Here’s the thing that stands out: this is a debt facility, not an equity raise. That’s a significant signal. MotorK just did a €4.8 million reserved capital increase (that’s equity) in March of last year. Now, less than a year later, they’re tapping their debt line for another €3 million. This move to “strengthen the financial position” often translates to extending the runway without further diluting shareholders. For a publicly listed company like MotorK, that’s a careful balancing act. It suggests they need the capital to keep operations smooth, but they’re betting on their own future cash flow to repay it, rather than selling more of the company.

The tough auto retail space

So why might they need that runway? Look, selling SaaS to automotive dealers is a notoriously tough grind. You’re dealing with an industry that has historically been slow to digitize. MotorK’s promise is big—integrating marketing, sales, data, and ops into a single platform, their SparK ecosystem. But rolling that out across EMEA, with all the localization and compliance headaches, is brutally expensive. They boast the “largest R&D department” in the European automotive digital sales sector. That’s a massive cost center. This debt injection probably helps cover those hefty operational costs while they work to convert more dealers onto their platform and increase recurring revenue.
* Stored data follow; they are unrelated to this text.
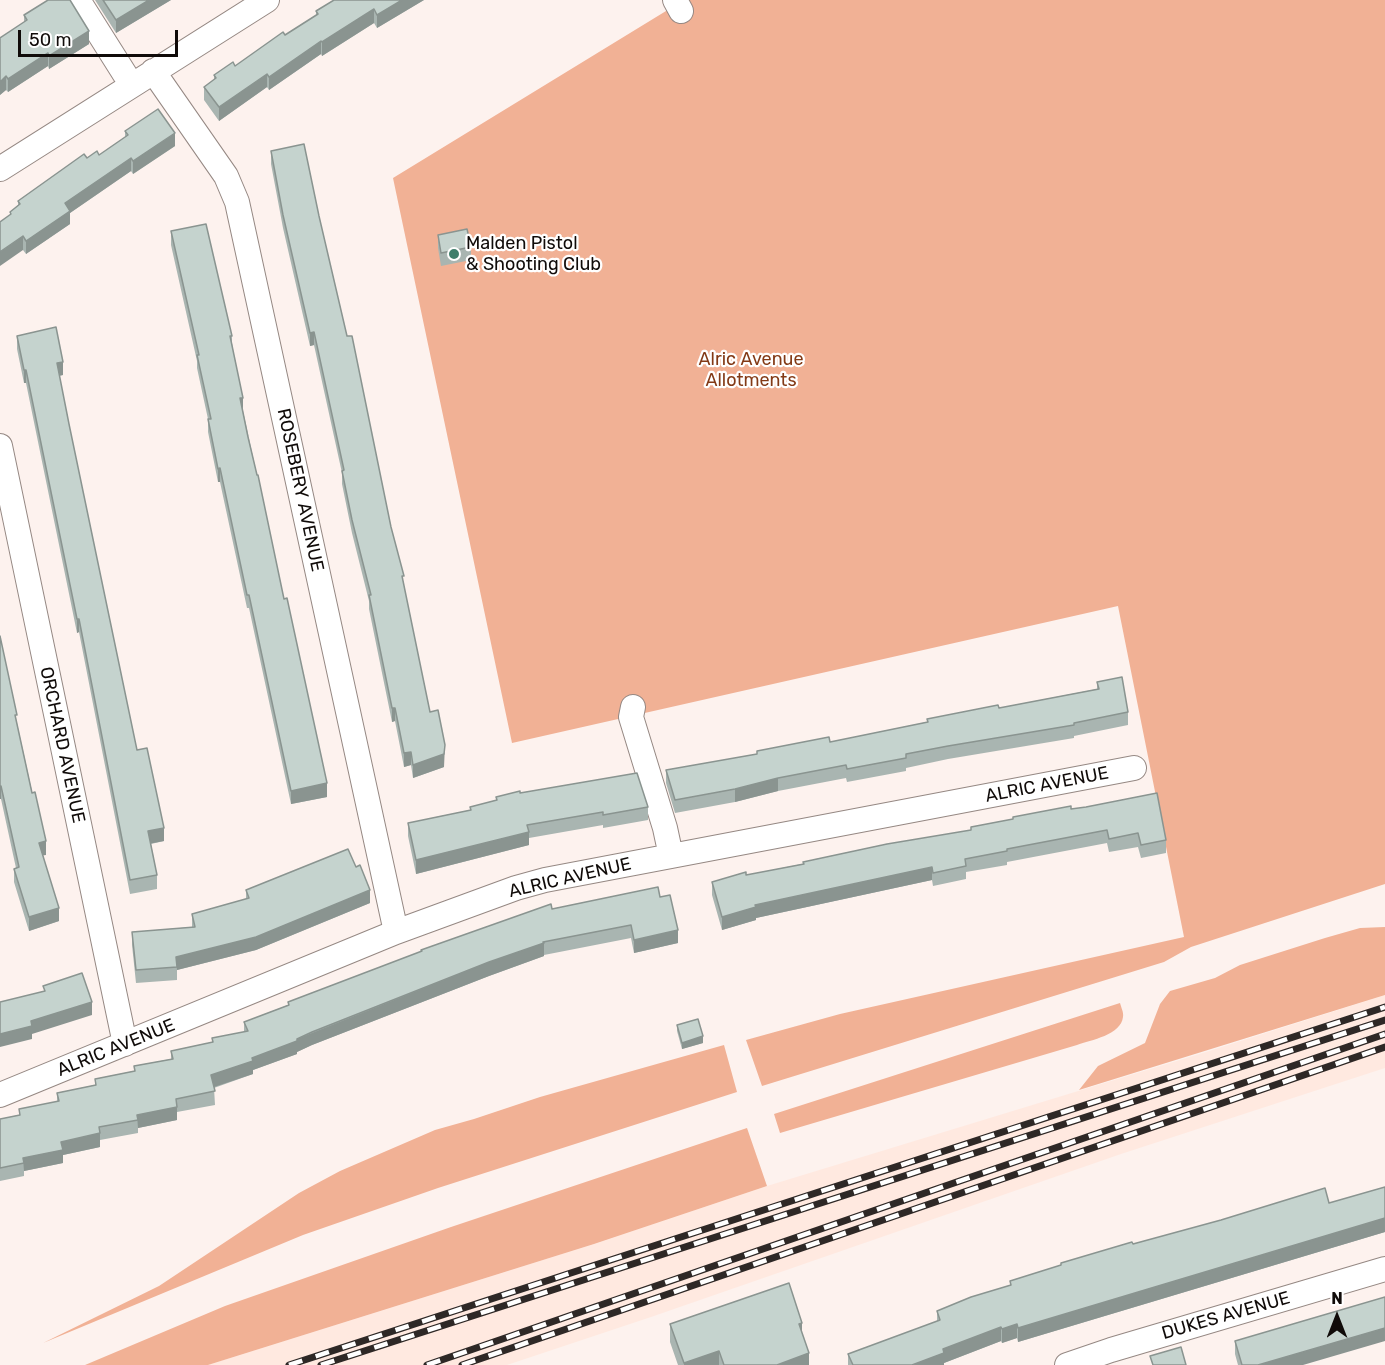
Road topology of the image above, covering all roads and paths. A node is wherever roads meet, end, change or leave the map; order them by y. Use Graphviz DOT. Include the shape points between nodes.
graph roads {
  1 [pos="78,0"];
  2 [pos="267,0"];
  3 [pos="153,71"];
  4 [pos="131,84"];
  5 [pos="0,169"];
  6 [pos="0,446"];
  7 [pos="633,707"];
  8 [pos="1134,768"];
  9 [pos="671,856"];
  10 [pos="396,932"];
  11 [pos="125,1044"];
  12 [pos="0,1095"];
  13 [pos="1385,1269"];
  14 [pos="1080,1363"];
  1 -- 4 [label="street"];
  2 -- 3 [label="street"];
  3 -- 4 [label="street"];
  3 -- 10 [label="street, ROSEBERY AVENUE" via="226,176 237,202"];
  4 -- 5 [label="street"];
  6 -- 11 [label="street, ORCHARD AVENUE"];
  7 -- 9 [label="street" via="631,717"];
  8 -- 9 [label="street, ALRIC AVENUE"];
  9 -- 10 [label="street, ALRIC AVENUE" via="516,888"];
  10 -- 11 [label="street, ALRIC AVENUE"];
  11 -- 12 [label="street, ALRIC AVENUE"];
  13 -- 14 [label="street, DUKES AVENUE"];
}
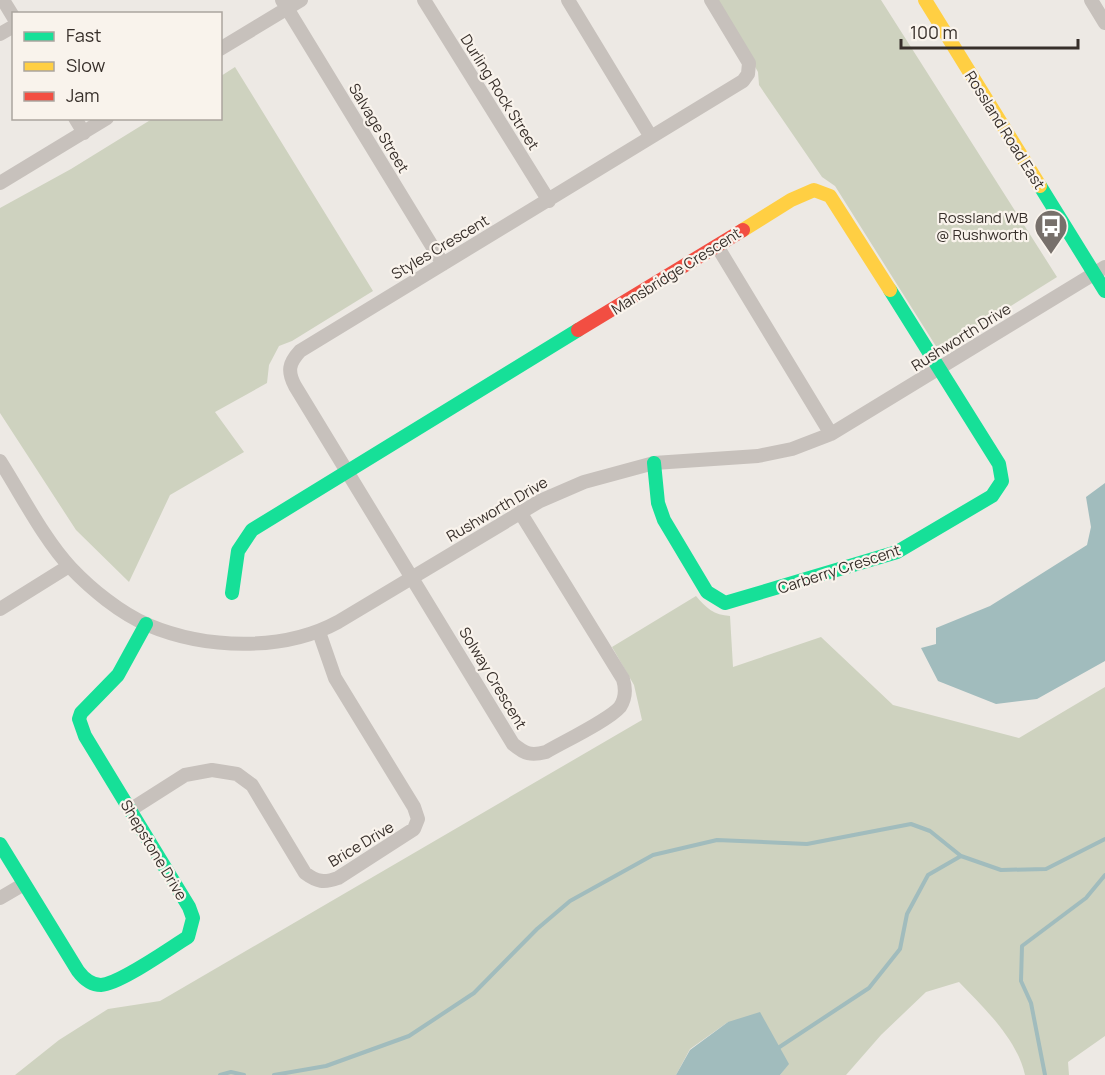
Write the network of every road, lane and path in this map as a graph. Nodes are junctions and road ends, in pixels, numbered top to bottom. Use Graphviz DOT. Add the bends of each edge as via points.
graph roads {
  1 [pos="3,0"];
  2 [pos="301,0"];
  3 [pos="424,0"];
  4 [pos="568,0"];
  5 [pos="711,0"];
  6 [pos="925,0"];
  7 [pos="1091,0"];
  8 [pos="285,4"];
  9 [pos="12,15"];
  10 [pos="1105,22"];
  11 [pos="222,49"];
  12 [pos="76,120"];
  13 [pos="104,120"];
  14 [pos="84,133"];
  15 [pos="651,137"];
  16 [pos="0,183"];
  17 [pos="549,201"];
  18 [pos="717,246"];
  19 [pos="443,264"];
  20 [pos="1100,271"];
  21 [pos="1105,291"];
  22 [pos="939,371"];
  23 [pos="831,434"];
  24 [pos="0,461"];
  25 [pos="654,464"];
  26 [pos="348,471"];
  27 [pos="520,512"];
  28 [pos="69,566"];
  29 [pos="413,578"];
  30 [pos="232,593"];
  31 [pos="0,609"];
  32 [pos="146,624"];
  33 [pos="319,632"];
  34 [pos="130,810"];
  35 [pos="0,844"];
  36 [pos="24,884"];
  37 [pos="0,898"];
  1 -- 9 [label="street"];
  2 -- 8 [label="street"];
  3 -- 17 [label="street, Durling Rock Street"];
  4 -- 15 [label="street"];
  5 -- 15 [label="street, Styles Crescent" via="749,63 748,74 735,87"];
  6 -- 20 [label="street, Rossland Road East"];
  7 -- 10 [label="street"];
  8 -- 11 [label="street"];
  8 -- 19 [label="street, Salvage Street"];
  12 -- 14 [label="street"];
  13 -- 14 [label="street"];
  14 -- 16 [label="street"];
  15 -- 17 [label="street, Styles Crescent"];
  17 -- 19 [label="street, Styles Crescent"];
  18 -- 22 [label="street, Mansbridge Crescent" via="804,192 824,192 836,204"];
  18 -- 23 [label="street"];
  18 -- 26 [label="street, Mansbridge Crescent"];
  19 -- 26 [label="street, Styles Crescent" via="292,359 290,376"];
  20 -- 21 [label="street, Rossland Road East"];
  20 -- 22 [label="street, Rushworth Drive"];
  22 -- 23 [label="street, Rushworth Drive"];
  22 -- 25 [label="street, Carberry Crescent" via="999,464 1003,477 1000,488 913,544 880,558 736,602 716,600 707,592 664,520"];
  23 -- 25 [label="street, Rushworth Drive" via="792,449 758,456"];
  24 -- 28 [label="street, Rushworth Drive"];
  25 -- 27 [label="street, Rushworth Drive" via="584,482"];
  26 -- 29 [label="street, Styles Crescent"];
  26 -- 30 [label="street, Mansbridge Crescent" via="243,539 236,557"];
  27 -- 29 [label="street, Rushworth Drive"];
  27 -- 29 [label="street, Solway Crescent" via="623,679 624,698 615,711 546,752 523,753 513,744"];
  28 -- 31 [label="street"];
  28 -- 32 [label="street, Rushworth Drive"];
  29 -- 33 [label="street, Rushworth Drive"];
  32 -- 33 [label="street, Rushworth Drive" via="185,636 233,643"];
  32 -- 34 [label="street, Shepstone Drive" via="118,675 79,719 85,736"];
  33 -- 34 [label="street, Brice Drive" via="335,678 414,807 418,819 414,829 326,883 305,873 252,785 237,774 212,770 185,775"];
  34 -- 36 [label="street, Shepstone Drive" via="193,918 192,929 182,942 114,982 92,985 84,980"];
  35 -- 36 [label="street, Shepstone Drive"];
  36 -- 37 [label="street"];
}
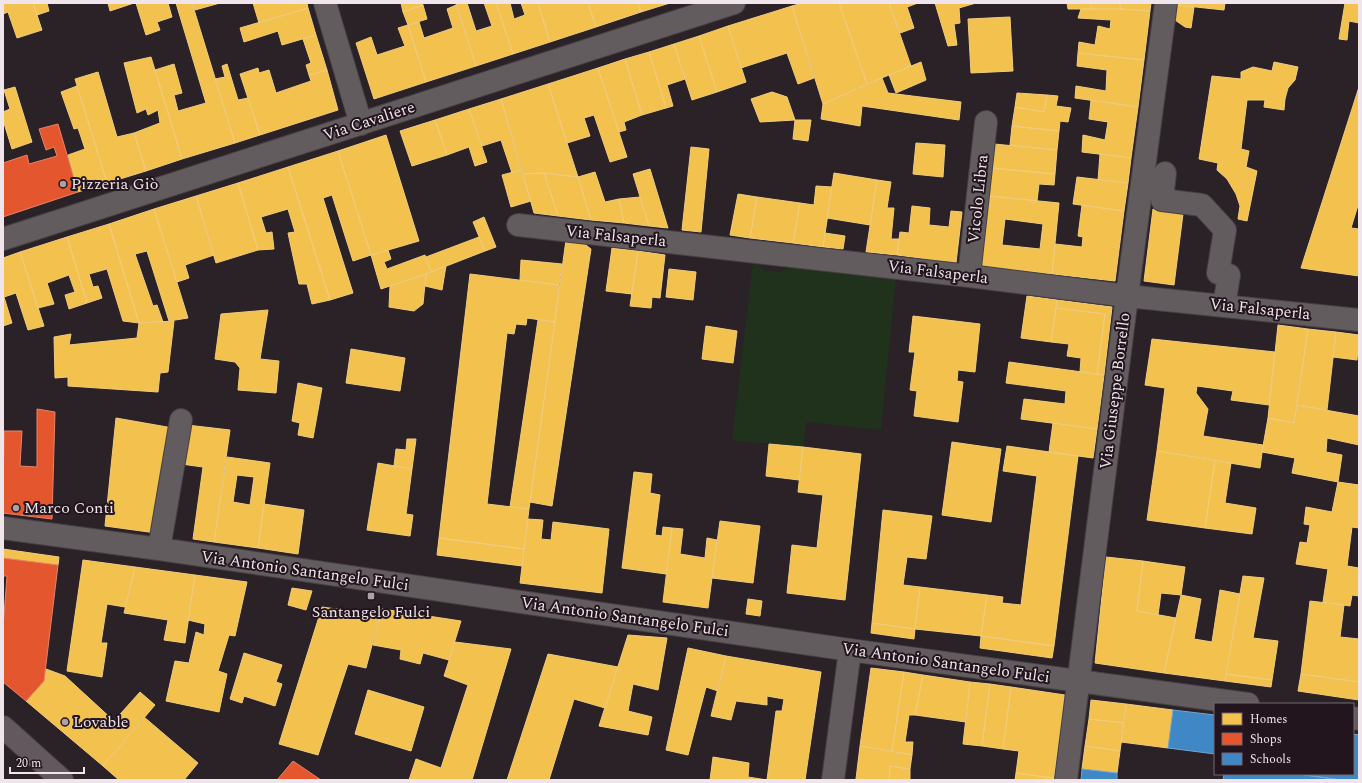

It’s a race against burn rate.

Leadership in flux

And you can’t ignore the leadership change. When a founder-CEO steps into a President role and the Executive Chairman becomes interim CEO, it’s rarely just a simple reorganization. The announcement says Marco Marlia will focus on biz dev and strategic partnerships—the external, forward-looking stuff. Meanwhile, Amir Rosentuler, as interim CEO, is likely holding the fort internally, managing the day-to-day financial and operational execution. This kind of split often happens when a company needs to simultaneously chase growth *and* tighten up operations. This €3 million in debt financing gives the new/old leadership team some breathing room to execute their plan, whatever that may be. The pressure is on, though. Public markets and growth debt lenders aren’t known for their patience.